Unity is based on partnership; partnership is based on trust.  And trust is earned slowly and destroyed quickly.  Loyalty, on the other hand, is long-lasting.  Patriotism is loyalty to country; activism is loyalty to a cause.    Eritrea is a nation of patriots and activist: loyal to their country, loyal to their leaders.   The attempt to describe an increasingly large number of leaders as unpatriotic because they dont agree with you is futile because of Eritreans loyal nature: the followers are not going to say, ah, now I understand and stop following.  They will just declare war on the other leader.   Ultimately, all these leaders will work with one another, and they should just stop making their jobs difficult.   Consider:

 

  • In 2001, Mesfin Hagos showed his trepidation about working with those who are in Addis Abeba.  Then he started making distinctions.  Now, he has entered into an agreement with ELF-RC and ELF, whose chairman is the chairman of the Addis-based Alliance;
  • In 2002-03, when the ELF-RC was splitting, the ELF-RC leadership accused the ELF-NC of refusing to be bound by organizational law, much like, they reminded us, Abdella Idris did in 1982.   Now, ELF-RC has reached an agreement with Abdella Idris.
  • In 1999, the leader of the ELF-RC and the Alliance was Ibrahim Mohammed Ali.  Based in Addis, he gave interviews with Ethiopian media (including Walta), while Eritrea was in the middle of war with Ethiopia, where he blamed the Eritrean government for the war.  Now the ELF-RC is warning us against groups who are too attached to Ethiopia;
  • In 2000-02, Abdella Adem was the Eritrean Ambassador to Sudan and he was giving Sudanese media interviews renouncing the Alliance and the so-called opposition.  Now, he is a member of the opposition.
  • In 2002, Ahmed Nasser co-engineered the walkout of ELF-RC from the Alliance because, we were told, of the election of Herui, and two articles of the Charter.  Herui is still in charge of the Alliance, the articles are still there, but ELF-NC is back to the Alliance.
  • In 2000, I have no quotes to prove this, but I am sure Adhanom felt that the leaders of the ethnic-based organizations were ethnic agitators.  Now he is partnering with them.
  • In 2001, Herui gave interviews and addresses describing the Alliance as a spent force.    A year later, he was its Secretary General.   Herui is also famous for joining the EPLF in 1990 and, as recently as 2001, calling for participation in the 2001 election.  Now, he is accusing anyone who recommends rapprochement with PFDJ as a likely candidate for wedo-geba.
  • In January 2004, the Secretary General of Alkhalas insisted in an interview with Saleh Gadi that his organization has a right to call for Sharia; seven months later his organization dropped that call.

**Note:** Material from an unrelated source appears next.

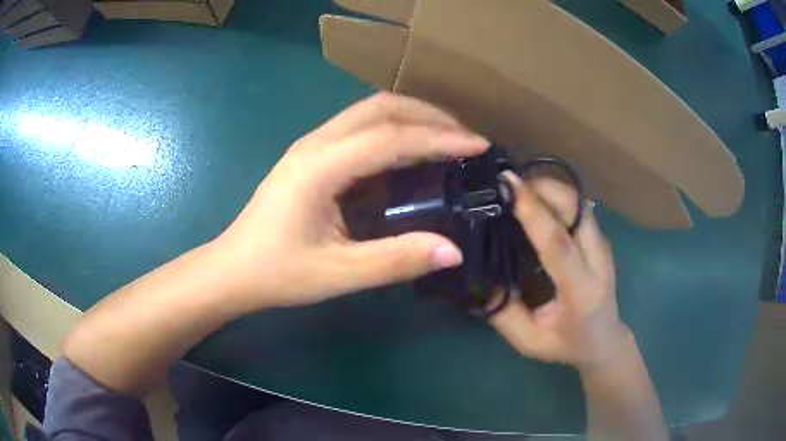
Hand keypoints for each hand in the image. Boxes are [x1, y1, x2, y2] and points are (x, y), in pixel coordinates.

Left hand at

I could go on and on.  This does not lead me to believe, as it does some people, that the leaders of the opposition should not be counted upon.  On the contrary, I consider all of them patriotic and committed Eritreans who exercised their right to change their mind, in the face of new facts. 

 

My point is that they should refrain from saying or doing things that will make partnering in the future difficult.   It is enough that we all love the same thingEritrea.  We shouldnt have a litmus test to hate the same thing.  Yes, to some, loving Eritrea means the same as hating its enemies, but we should be cautious about labeling people, specially people with proven track of patriotism, enemies of Eritrea.